# Big Data Platform
## Assignment 2: MapReduce

**By:**  

### ID#1: 300123123  
### ID#2: 011996279

<br><br>

**The goal of this assignment is to:**
- Understand and practice the details of MapReduceEngine

**Instructions:**
- Students will form teams of two people each, and submit a single homework for each team.
- The same score for the homework will be given to each member of your team.
- Your solution is in the form of a Jupyter notebook file (with extension ipynb).
- Images/Graphs/Tables should be submitted inside the notebook.
- The notebook should be runnable and properly documented. 
- Please answer all the questions and include all your code.
- You are expected to submit a clear and pythonic code.
- You can change functions signatures/definitions.

**Submission:**
- Submission of the homework will be done via Moodle by uploading a Jupyter notebook.
- The homework needs to be entirely in English.
- The deadline for submission is on Moodle.
- Late submission won't be allowed.
  
  
- In case of identical code submissions - both groups will get a Zero. 
- Some groups might be selected randomly to present their code.

**Requirements:**  
- Python 3.6 should be used.  
- You should implement the algorithms by yourself using only basic Python libraries (such as numpy,pandas,etc.)

<br><br><br><br>

**Grading:**
- Q1 - 5 points - Initial Steps
- Q2 - 50 points - MapReduceEngine
- Q3 - 30 points - Implement the MapReduce Inverted index of the JSON documents
- Q4 - 5 points - Testing Your MapReduce
- Q5 - 10 points - Final Thoughts 

`Total: 100`

**Prerequisites**

In [1]:
# example
!pip install --quiet zipfile36
!pip install names



**Imports**

In [2]:
# general
import os
import time
import logging
import threading
from threading import Thread
import random
import warnings
import threading # you can use easier threading packages

# ml
import numpy as np
import scipy as sp
import pandas as pd

# visual
import seaborn as sns
import matplotlib.pyplot as plt

# notebook
from IPython.display import display

#random last names
import names

#SQL
import sqlite3
from sqlite3 import Error


**Hide Warnings**

In [4]:
warnings.filterwarnings('ignore')

**Disable Autoscrolling**

In [5]:
%%javascript
IPython.OutputArea.prototype._should_scroll = function(lines) {
    return false;
}

<IPython.core.display.Javascript object>

**Set Random Seed**

In [6]:
random.seed(123)

<br><br><br><br>
# Question 1
# Initial Steps

Write Python code to create 20 different CSV files in this format:  `myCSV[Number].csv`, where each file contains 10 records. 
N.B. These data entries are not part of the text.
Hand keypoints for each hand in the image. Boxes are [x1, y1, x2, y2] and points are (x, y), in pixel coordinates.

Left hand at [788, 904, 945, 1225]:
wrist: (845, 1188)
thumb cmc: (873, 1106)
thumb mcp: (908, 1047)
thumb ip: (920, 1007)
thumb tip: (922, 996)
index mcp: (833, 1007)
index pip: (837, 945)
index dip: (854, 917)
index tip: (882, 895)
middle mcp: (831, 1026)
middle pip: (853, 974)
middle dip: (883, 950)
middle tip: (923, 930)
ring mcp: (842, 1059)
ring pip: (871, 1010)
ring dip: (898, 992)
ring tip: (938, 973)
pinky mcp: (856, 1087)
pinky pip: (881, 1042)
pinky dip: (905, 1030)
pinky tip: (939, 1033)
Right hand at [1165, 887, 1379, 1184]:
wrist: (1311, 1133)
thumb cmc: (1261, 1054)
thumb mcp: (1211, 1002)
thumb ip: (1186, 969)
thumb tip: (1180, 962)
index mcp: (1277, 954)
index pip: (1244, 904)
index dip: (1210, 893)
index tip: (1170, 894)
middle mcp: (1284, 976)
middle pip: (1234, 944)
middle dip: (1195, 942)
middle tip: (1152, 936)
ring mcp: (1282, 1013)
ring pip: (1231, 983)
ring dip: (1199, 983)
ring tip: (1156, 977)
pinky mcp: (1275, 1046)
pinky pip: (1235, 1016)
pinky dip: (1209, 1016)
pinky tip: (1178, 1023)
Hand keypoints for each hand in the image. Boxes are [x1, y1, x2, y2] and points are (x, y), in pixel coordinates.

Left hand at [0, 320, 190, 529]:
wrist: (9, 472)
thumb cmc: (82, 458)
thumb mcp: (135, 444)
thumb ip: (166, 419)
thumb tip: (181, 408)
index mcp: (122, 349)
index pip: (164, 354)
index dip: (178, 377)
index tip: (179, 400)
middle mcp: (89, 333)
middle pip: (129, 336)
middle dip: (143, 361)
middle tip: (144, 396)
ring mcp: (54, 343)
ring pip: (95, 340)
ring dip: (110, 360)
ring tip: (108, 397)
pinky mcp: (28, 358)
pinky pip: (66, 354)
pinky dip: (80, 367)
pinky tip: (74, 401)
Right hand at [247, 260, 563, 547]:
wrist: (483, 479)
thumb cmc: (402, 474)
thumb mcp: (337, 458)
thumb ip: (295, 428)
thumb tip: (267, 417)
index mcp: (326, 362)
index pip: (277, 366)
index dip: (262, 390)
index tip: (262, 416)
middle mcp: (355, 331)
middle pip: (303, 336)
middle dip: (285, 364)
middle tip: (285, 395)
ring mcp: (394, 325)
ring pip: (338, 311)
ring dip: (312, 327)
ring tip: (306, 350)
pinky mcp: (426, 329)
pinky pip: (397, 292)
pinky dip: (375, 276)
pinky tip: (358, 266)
The schema is `(‘firstname’,’secondname’,city’)`  

Values should be randomly chosen from the lists: 
- `firstname` : `[John, Dana, Scott, Marc, Steven, Michael, Albert, Johanna]`  
- `city` : `[New York, Haifa, München, London, Palo Alto,  Tel Aviv, Kiel, Hamburg]`  
- `secondname`: any value  

In [69]:
DB_FILE_NAME='mydb.db'
TEMP_FOLDER='./mapreducetemp'
FINAL_FOLDER='./mapreducefinal'
NUM_OF_RECORDS = 10
TEMP_RESULTS_TBL='temp_results'


In [70]:
def seeder(number):
    firstname = ['John', 'Dana', 'Scott', 'Marc', 'Steven', 'Michael', 'Albert', 'Johanna']
    city = ['NewYork', 'Haifa', 'Munchen', 'London', 'PaloAlto',  'TelAviv', 'Kiev', 'Hamburg']
    secondname = [names.get_last_name() for i in range (10)]

    # create pandas dataframe, populate with random selections of given/generated values
    df = pd.DataFrame()
    df["firstname"] = np.random.choice(firstname, NUM_OF_RECORDS)
    df["secondname"] = np.random.choice(secondname, NUM_OF_RECORDS)
    df["city"] = np.random.choice(city, NUM_OF_RECORDS)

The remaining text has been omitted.